Repeat every record below exactly, omitting any pictures.

[Items from a dataset]
· · · · · · ·

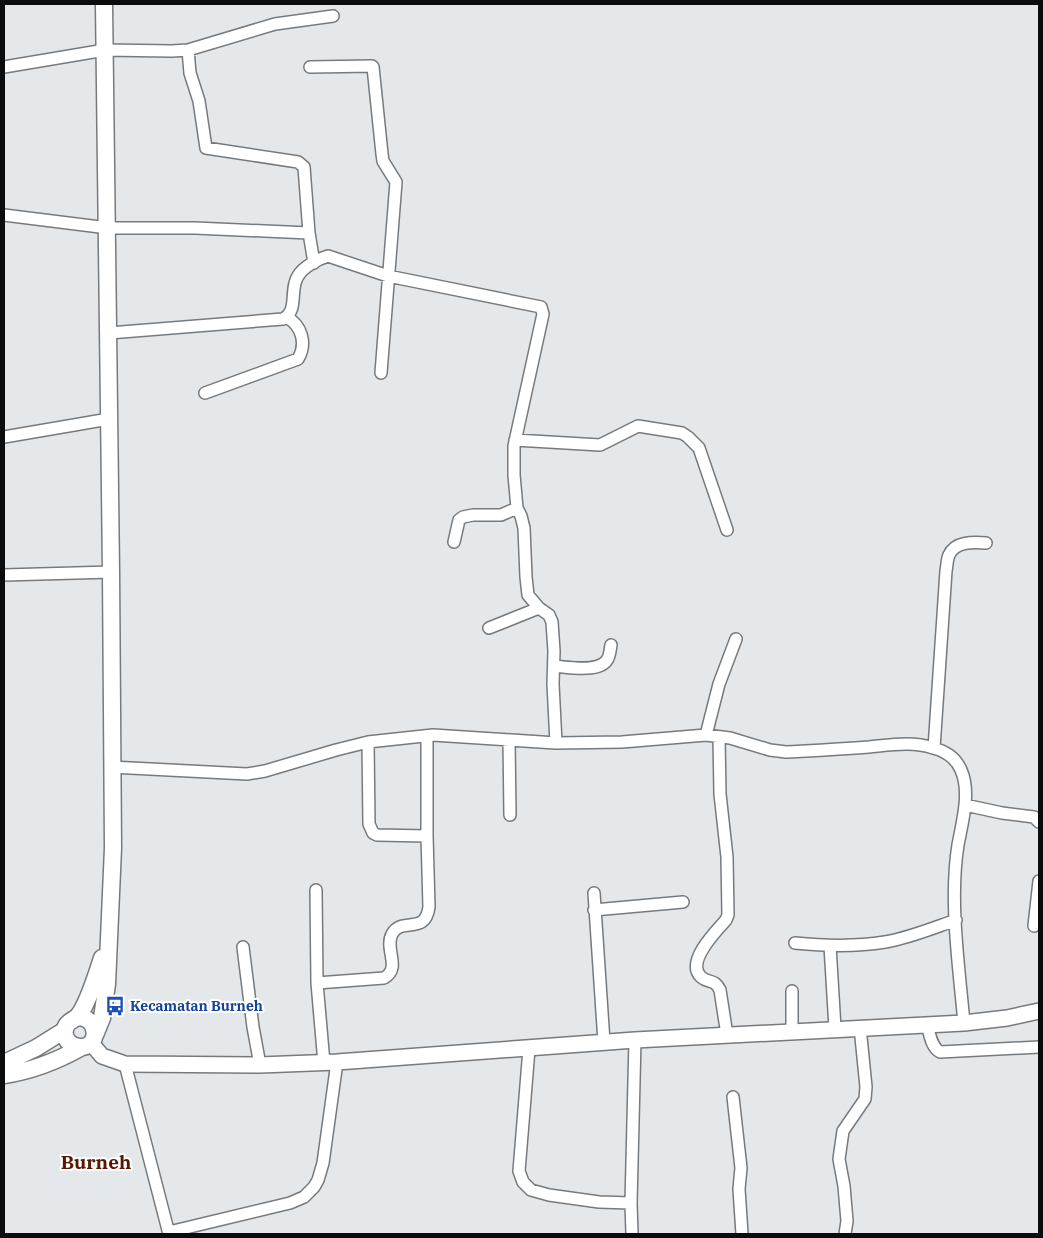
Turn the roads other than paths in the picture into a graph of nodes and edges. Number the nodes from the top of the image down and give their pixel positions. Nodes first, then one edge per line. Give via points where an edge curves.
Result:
1 (104, 4) edge
2 (333, 16) dead end
3 (105, 50) junction
4 (188, 50) junction
5 (4, 67) edge
6 (310, 67) dead end
7 (4, 215) edge
8 (108, 228) junction
9 (309, 233) junction
10 (314, 263) junction
11 (388, 276) junction
12 (286, 318) junction
13 (109, 333) junction
14 (381, 373) dead end
15 (205, 393) dead end
16 (109, 419) junction
17 (4, 437) edge
18 (515, 440) junction
19 (517, 508) junction
20 (727, 530) dead end
21 (454, 542) dead end
22 (986, 543) dead end
23 (112, 572) junction
24 (4, 575) edge
25 (539, 608) junction
26 (489, 628) dead end
27 (736, 638) dead end
28 (611, 645) dead end
29 (554, 666) junction
30 (706, 735) junction
31 (428, 736) junction
32 (719, 737) junction
33 (509, 740) junction
34 (368, 742) junction
35 (556, 743) junction
36 (934, 748) junction
37 (112, 767) junction
38 (965, 805) junction
39 (510, 815) dead end
40 (1039, 822) edge
41 (427, 836) junction
42 (1039, 881) edge
43 (316, 890) dead end
44 (594, 893) dead end
45 (683, 902) dead end
46 (594, 910) junction
47 (956, 920) junction
48 (110, 925) junction
49 (1034, 926) dead end
50 (795, 942) dead end
51 (830, 946) junction
52 (243, 947) dead end
53 (317, 982) junction
54 (792, 991) dead end
55 (1036, 1013) edge
56 (77, 1017) junction
57 (964, 1022) junction
58 (927, 1025) junction
59 (860, 1027) junction
60 (835, 1028) junction
61 (65, 1030) junction
62 (792, 1031) junction
63 (727, 1035) junction
64 (635, 1040) junction
65 (89, 1042) junction
66 (604, 1042) junction
67 (1039, 1047) edge
68 (529, 1049) junction
69 (331, 1062) junction
70 (124, 1064) junction
71 (260, 1065) junction
72 (5, 1070) edge
73 (733, 1096) dead end
74 (631, 1203) junction
75 (169, 1233) edge
76 (632, 1234) edge
77 (742, 1234) edge
78 (845, 1234) edge

1 - 3 highway
2 - 4 street via 275,24
3 - 4 street
3 - 5 street
3 - 8 highway
4 - 9 street via 206,148 301,164 305,170
6 - 11 street via 373,67 382,154 396,182
7 - 8 street
8 - 9 street
8 - 13 highway
9 - 10 street
10 - 11 street via 328,256
10 - 12 street via 296,277 292,308
11 - 14 street
11 - 18 street via 541,307 543,314
12 - 13 street
12 - 15 street via 295,321 301,331 298,359
13 - 16 highway
16 - 17 street
16 - 23 highway
18 - 19 street
18 - 20 street via 600,445 638,426 682,432 699,448
19 - 21 street via 501,515 463,516
19 - 25 street via 524,528 526,588
22 - 36 street via 968,542 949,554
23 - 24 street
23 - 37 highway
25 - 26 street
25 - 29 street via 549,615 552,622
27 - 30 street via 719,684
28 - 29 street via 608,660 601,667
29 - 35 street
30 - 32 street
30 - 35 street via 622,742
31 - 33 street
31 - 34 street
31 - 41 street
32 - 36 street via 786,752 898,745
32 - 63 street via 728,914 696,962 699,975 717,984 720,990
33 - 35 street
33 - 39 street
34 - 37 street via 247,774
34 - 41 street via 371,830 377,835
36 - 38 street via 949,755 962,771
37 - 48 highway
38 - 40 street via 1034,817
38 - 47 street via 954,881
41 - 53 street via 428,917 422,923 398,927 392,934 393,967 390,975
42 - 49 street
43 - 53 street
44 - 46 street
45 - 46 street
46 - 66 street
47 - 51 street via 886,942
47 - 57 street
48 - 56 highway via 96,977
48 - 65 highway via 102,1018
50 - 51 street
51 - 60 street
52 - 71 street
53 - 69 street
54 - 62 street
55 - 57 main road
56 - 61 highway via 69,1021
56 - 65 highway via 91,1021 95,1030
57 - 58 main road
58 - 59 main road
58 - 67 street via 933,1045 940,1052
59 - 60 main road
59 - 78 street via 865,1099 843,1131 839,1159 847,1221
60 - 62 main road
61 - 65 highway via 69,1043 78,1047
61 - 72 highway
62 - 63 main road
63 - 64 main road
64 - 66 main road
64 - 74 street
65 - 70 main road via 102,1056
65 - 72 highway via 48,1064
66 - 68 main road
68 - 69 main road
68 - 74 street via 519,1171 523,1182 531,1190 549,1195
69 - 71 main road
69 - 75 street via 323,1163 314,1187 304,1197 290,1202
70 - 71 main road
70 - 75 street
73 - 77 street via 741,1168
74 - 76 street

· · · · · · ·

## YOUR RESPONSE
Turn the roads other than paths in the picture into a graph of nodes and edges. Number the nodes from the top of the image down and give their pixel positions. Nodes first, then one edge per line. Give via points where an edge curves.
Result:
1 (104, 4) edge
2 (333, 16) dead end
3 (105, 50) junction
4 (188, 50) junction
5 (4, 67) edge
6 (310, 67) dead end
7 (4, 215) edge
8 (108, 228) junction
9 (309, 233) junction
10 (314, 263) junction
11 (388, 276) junction
12 (286, 318) junction
13 (109, 333) junction
14 (381, 373) dead end
15 (205, 393) dead end
16 (109, 419) junction
17 (4, 437) edge
18 (515, 440) junction
19 (517, 508) junction
20 (727, 530) dead end
21 (454, 542) dead end
22 (986, 543) dead end
23 (112, 572) junction
24 (4, 575) edge
25 (539, 608) junction
26 (489, 628) dead end
27 (736, 638) dead end
28 (611, 645) dead end
29 (554, 666) junction
30 (706, 735) junction
31 (428, 736) junction
32 (719, 737) junction
33 (509, 740) junction
34 (368, 742) junction
35 (556, 743) junction
36 (934, 748) junction
37 (112, 767) junction
38 (965, 805) junction
39 (510, 815) dead end
40 (1039, 822) edge
41 (427, 836) junction
42 (1039, 881) edge
43 (316, 890) dead end
44 (594, 893) dead end
45 (683, 902) dead end
46 (594, 910) junction
47 (956, 920) junction
48 (110, 925) junction
49 (1034, 926) dead end
50 (795, 942) dead end
51 (830, 946) junction
52 (243, 947) dead end
53 (317, 982) junction
54 (792, 991) dead end
55 (1036, 1013) edge
56 (77, 1017) junction
57 (964, 1022) junction
58 (927, 1025) junction
59 (860, 1027) junction
60 (835, 1028) junction
61 (65, 1030) junction
62 (792, 1031) junction
63 (727, 1035) junction
64 (635, 1040) junction
65 (89, 1042) junction
66 (604, 1042) junction
67 (1039, 1047) edge
68 (529, 1049) junction
69 (331, 1062) junction
70 (124, 1064) junction
71 (260, 1065) junction
72 (5, 1070) edge
73 (733, 1096) dead end
74 (631, 1203) junction
75 (169, 1233) edge
76 (632, 1234) edge
77 (742, 1234) edge
78 (845, 1234) edge

1 - 3 highway
2 - 4 street via 275,24
3 - 4 street
3 - 5 street
3 - 8 highway
4 - 9 street via 206,148 301,164 305,170
6 - 11 street via 373,67 382,154 396,182
7 - 8 street
8 - 9 street
8 - 13 highway
9 - 10 street
10 - 11 street via 328,256
10 - 12 street via 296,277 292,308
11 - 14 street
11 - 18 street via 541,307 543,314
12 - 13 street
12 - 15 street via 295,321 301,331 298,359
13 - 16 highway
16 - 17 street
16 - 23 highway
18 - 19 street
18 - 20 street via 600,445 638,426 682,432 699,448
19 - 21 street via 501,515 463,516
19 - 25 street via 524,528 526,588
22 - 36 street via 968,542 949,554
23 - 24 street
23 - 37 highway
25 - 26 street
25 - 29 street via 549,615 552,622
27 - 30 street via 719,684
28 - 29 street via 608,660 601,667
29 - 35 street
30 - 32 street
30 - 35 street via 622,742
31 - 33 street
31 - 34 street
31 - 41 street
32 - 36 street via 786,752 898,745
32 - 63 street via 728,914 696,962 699,975 717,984 720,990
33 - 35 street
33 - 39 street
34 - 37 street via 247,774
34 - 41 street via 371,830 377,835
36 - 38 street via 949,755 962,771
37 - 48 highway
38 - 40 street via 1034,817
38 - 47 street via 954,881
41 - 53 street via 428,917 422,923 398,927 392,934 393,967 390,975
42 - 49 street
43 - 53 street
44 - 46 street
45 - 46 street
46 - 66 street
47 - 51 street via 886,942
47 - 57 street
48 - 56 highway via 96,977
48 - 65 highway via 102,1018
50 - 51 street
51 - 60 street
52 - 71 street
53 - 69 street
54 - 62 street
55 - 57 main road
56 - 61 highway via 69,1021
56 - 65 highway via 91,1021 95,1030
57 - 58 main road
58 - 59 main road
58 - 67 street via 933,1045 940,1052
59 - 60 main road
59 - 78 street via 865,1099 843,1131 839,1159 847,1221
60 - 62 main road
61 - 65 highway via 69,1043 78,1047
61 - 72 highway
62 - 63 main road
63 - 64 main road
64 - 66 main road
64 - 74 street
65 - 70 main road via 102,1056
65 - 72 highway via 48,1064
66 - 68 main road
68 - 69 main road
68 - 74 street via 519,1171 523,1182 531,1190 549,1195
69 - 71 main road
69 - 75 street via 323,1163 314,1187 304,1197 290,1202
70 - 71 main road
70 - 75 street
73 - 77 street via 741,1168
74 - 76 street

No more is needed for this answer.